Still waiting for you to autograph my copy...

Speaking of good legs, I saw you from afar at the gym the other day. I mean, that's good branding!

Dang, this book sounds awesome! We r on a branding mission @ my church, this book could get us moving in the right direction, man! Thx for the post.

just bought it on Amazon...thx again!

John,

Tribal Knowledge remains one of my favorite books. It offers so many useful pieces of advice. Best of all, most of the advice you offer requires little but an honest desire to delight the customer. No platitudes, no big budget ads, no overly complicated theories, just common sense ways to make "the common uncommon." You are brilliant, and your book is a reflection of that. Thanks for making me better from having read your words.

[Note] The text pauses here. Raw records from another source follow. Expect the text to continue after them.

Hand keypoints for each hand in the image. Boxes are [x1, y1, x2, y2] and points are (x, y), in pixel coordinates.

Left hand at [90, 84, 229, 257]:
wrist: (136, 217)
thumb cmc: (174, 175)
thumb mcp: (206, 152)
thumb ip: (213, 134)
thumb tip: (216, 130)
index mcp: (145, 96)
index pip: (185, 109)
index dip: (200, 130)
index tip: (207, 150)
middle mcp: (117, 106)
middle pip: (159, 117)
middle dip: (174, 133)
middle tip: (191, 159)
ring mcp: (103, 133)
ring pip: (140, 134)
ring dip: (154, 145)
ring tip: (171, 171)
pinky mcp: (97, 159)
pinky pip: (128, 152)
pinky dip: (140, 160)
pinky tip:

This has inspired me to pull my copy of Tribal Knowledge off the shelf.

Some of my favorites not covered above:

"But it is vitally important for a healthy, growing business to have more brand credits than debits. ...given enough brand debits, a company will find itself facing brand insolvency, a condition that happens when a business continually promises more than it actually delivers, bankrupting the brand."(pg 47)

"Stop thinking like a marketer and start thinking like a customer." (pg 231)

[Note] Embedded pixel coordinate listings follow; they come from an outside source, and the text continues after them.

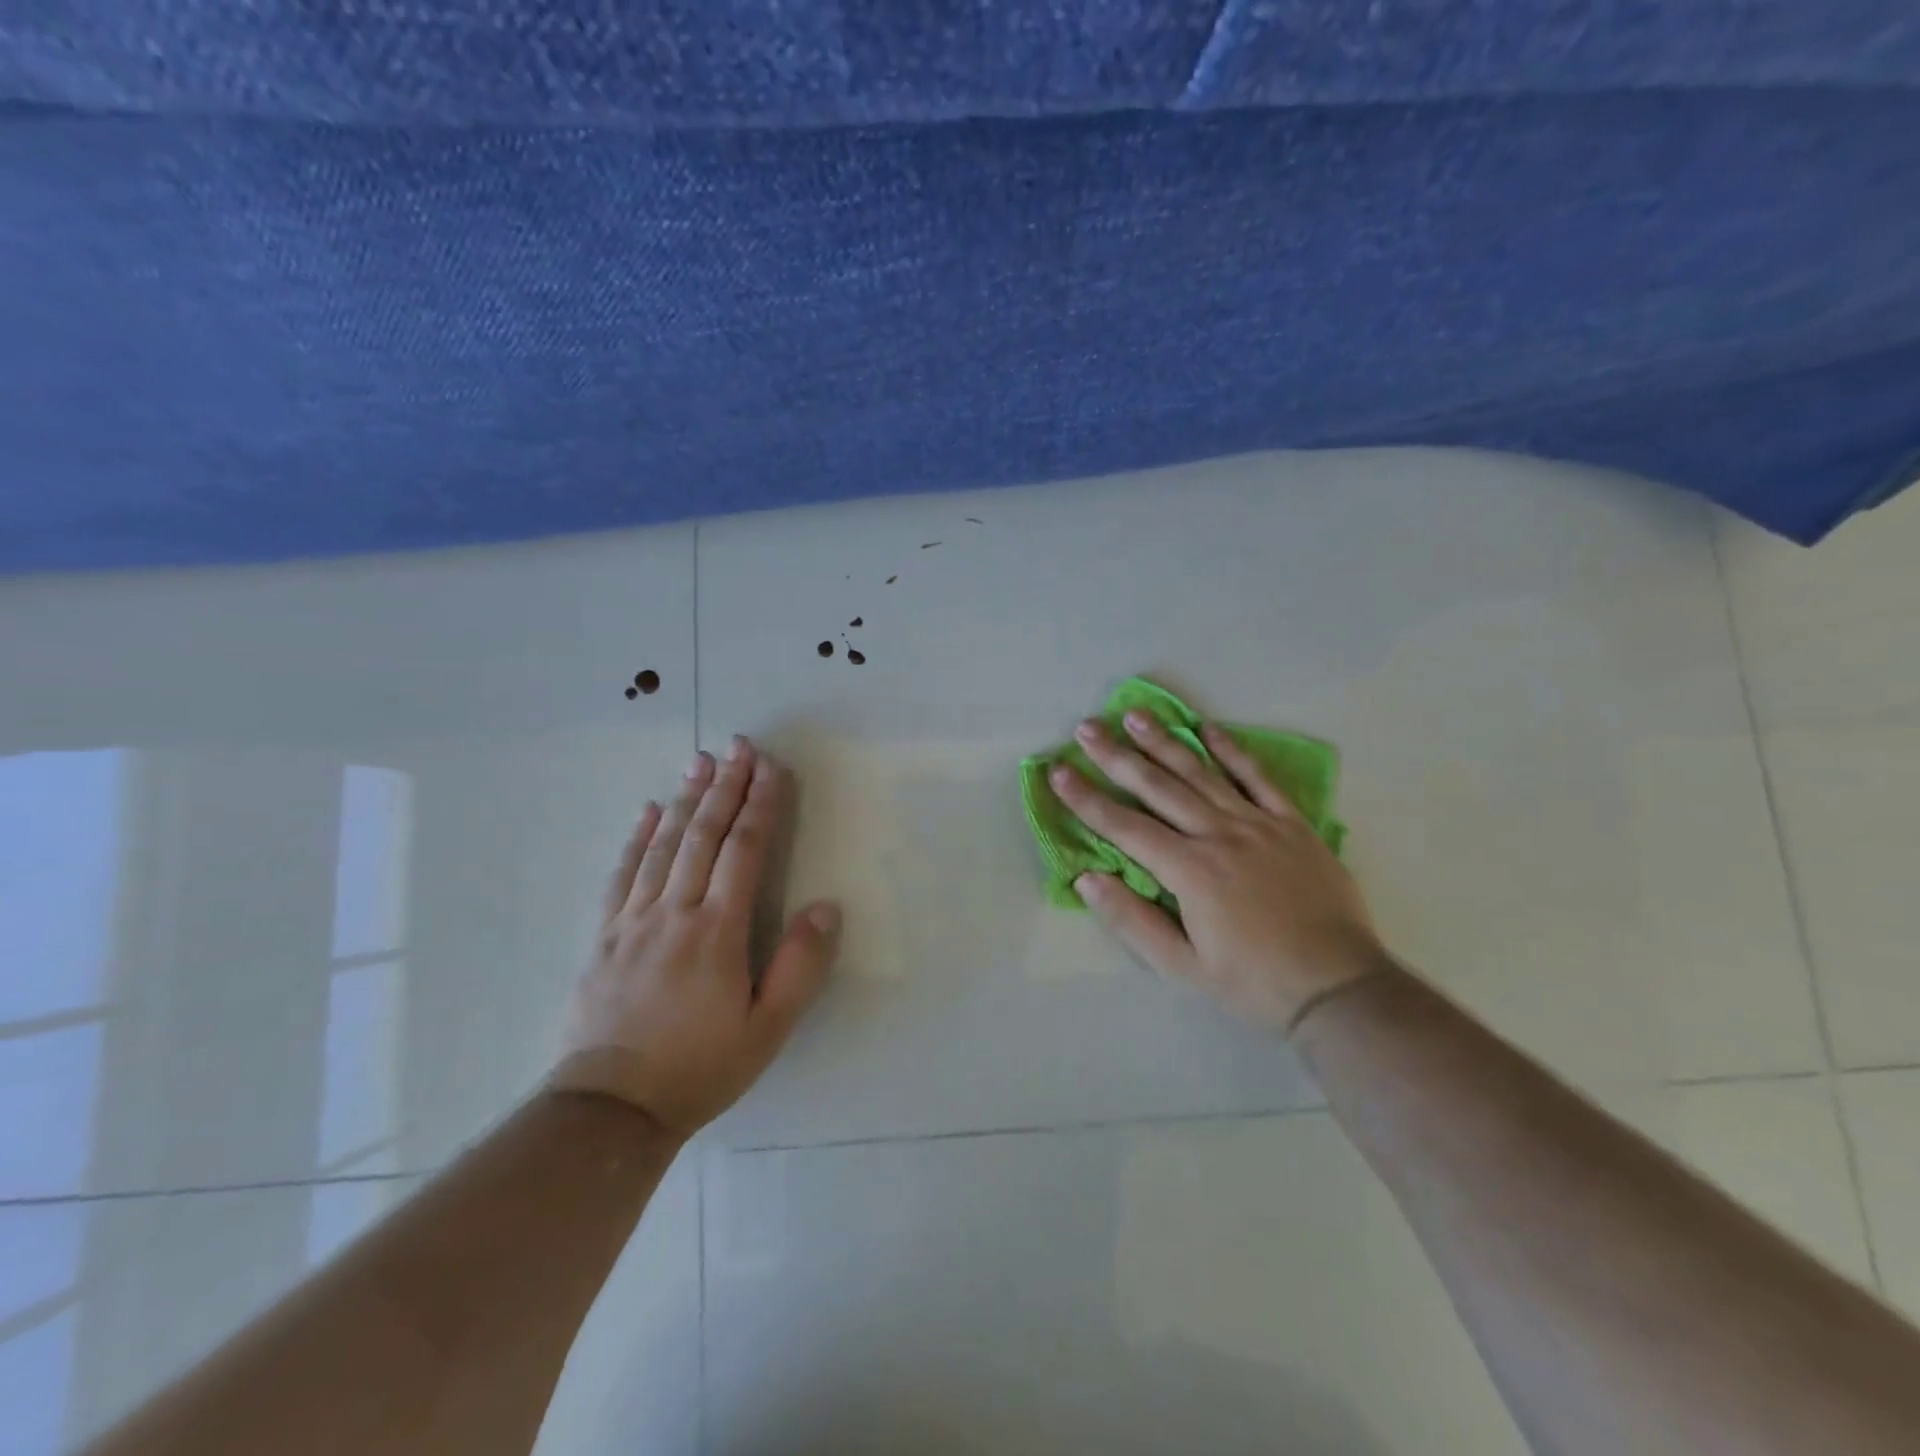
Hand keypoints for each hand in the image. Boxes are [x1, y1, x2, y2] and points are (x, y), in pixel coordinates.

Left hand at [549, 737, 840, 1138]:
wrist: (610, 1109)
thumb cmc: (700, 1067)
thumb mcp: (768, 1029)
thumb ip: (800, 966)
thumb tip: (826, 907)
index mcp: (718, 931)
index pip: (744, 851)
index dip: (761, 805)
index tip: (772, 768)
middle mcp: (675, 912)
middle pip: (703, 835)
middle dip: (726, 786)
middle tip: (740, 744)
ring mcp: (633, 920)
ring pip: (663, 845)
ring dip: (685, 798)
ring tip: (701, 760)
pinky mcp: (604, 935)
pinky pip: (622, 873)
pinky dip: (637, 837)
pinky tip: (647, 810)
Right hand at [1050, 713, 1385, 1034]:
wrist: (1339, 987)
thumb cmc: (1253, 983)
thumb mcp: (1183, 968)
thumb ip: (1132, 921)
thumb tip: (1086, 878)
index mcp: (1189, 871)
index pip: (1124, 826)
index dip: (1086, 798)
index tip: (1058, 771)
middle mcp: (1219, 835)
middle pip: (1158, 787)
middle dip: (1116, 756)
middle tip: (1086, 728)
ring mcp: (1258, 824)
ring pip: (1202, 772)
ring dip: (1164, 741)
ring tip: (1135, 715)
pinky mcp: (1292, 824)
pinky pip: (1258, 778)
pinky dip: (1232, 751)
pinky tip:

Betsy ... don't let your new hubby read this. He'll get jealous of your 8th grade crush.

Heather ... thanks for liking the bite-size sample enough to get the full meal. I hope you find more money quotes to gnaw on/over in TRIBAL KNOWLEDHE.

David ... thanks man! Super-kind words. My goal with my business writing is to take the complicated and make it simple, simple enough to act upon. Glad you get it.

Jay ... yep, over-promising and under-delivering will always bankrupt a brand. Thanks for adding two money quotes to the mix.

I still can't believe that their are companies--mine included at times, sadly--that still see customer needs as "problems" to overcome, rather than the only reason to exist.

And the idea of "marketing debits"--genius. When your marketing credibility ledger starts leaning to the negative, you're in a world of hurt.

These are great comments regarding who is the brand. My recent blog talks about the people behind the brand and their need for recognition.